┌─ Source data

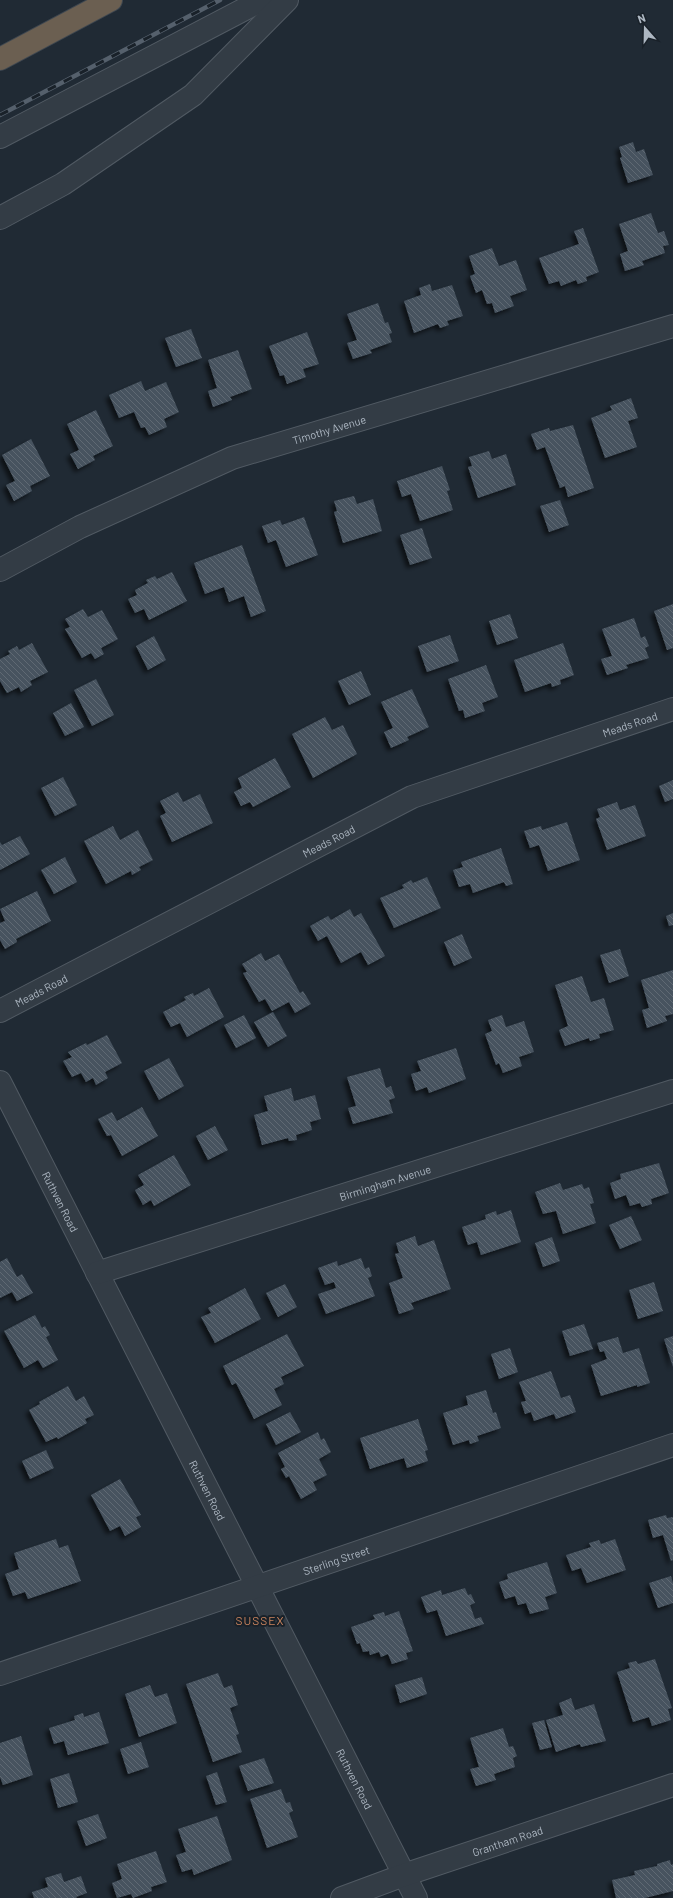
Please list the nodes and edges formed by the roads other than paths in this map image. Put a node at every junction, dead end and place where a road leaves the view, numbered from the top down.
1 (111, 0) edge
2 (262, 0) edge
3 (287, 0) edge
4 (0, 58) edge
5 (0, 138) edge
6 (0, 218) edge
7 (673, 326) edge
8 (0, 570) edge
9 (673, 709) edge
10 (0, 1012) edge
11 (0, 1082) edge
12 (673, 1091) edge
13 (97, 1273) junction
14 (673, 1445) edge
15 (256, 1587) junction
16 (0, 1674) edge
17 (673, 1785) edge
18 (404, 1874) junction
19 (342, 1898) edge
20 (416, 1898) edge

1 - 4 highway
2 - 5 street
3 - 6 street
7 - 8 street, Timothy Avenue
9 - 10 street, Meads Road
11 - 13 street, Ruthven Road
12 - 13 street, Birmingham Avenue
13 - 15 street, Ruthven Road
14 - 15 street, Sterling Street
15 - 16 street, Sterling Street
15 - 18 street, Ruthven Road
17 - 18 street, Grantham Road
18 - 19 street, Grantham Road
18 - 20 street, Ruthven Road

└─

▶ [Your task]
An exact copy of the records is required. Pictures do not belong in it.

▶ [Task output]
Please list the nodes and edges formed by the roads other than paths in this map image. Put a node at every junction, dead end and place where a road leaves the view, numbered from the top down.
1 (111, 0) edge
2 (262, 0) edge
3 (287, 0) edge
4 (0, 58) edge
5 (0, 138) edge
6 (0, 218) edge
7 (673, 326) edge
8 (0, 570) edge
9 (673, 709) edge
10 (0, 1012) edge
11 (0, 1082) edge
12 (673, 1091) edge
13 (97, 1273) junction
14 (673, 1445) edge
15 (256, 1587) junction
16 (0, 1674) edge
17 (673, 1785) edge
18 (404, 1874) junction
19 (342, 1898) edge
20 (416, 1898) edge

1 - 4 highway
2 - 5 street
3 - 6 street
7 - 8 street, Timothy Avenue
9 - 10 street, Meads Road
11 - 13 street, Ruthven Road
12 - 13 street, Birmingham Avenue
13 - 15 street, Ruthven Road
14 - 15 street, Sterling Street
15 - 16 street, Sterling Street
15 - 18 street, Ruthven Road
17 - 18 street, Grantham Road
18 - 19 street, Grantham Road
18 - 20 street, Ruthven Road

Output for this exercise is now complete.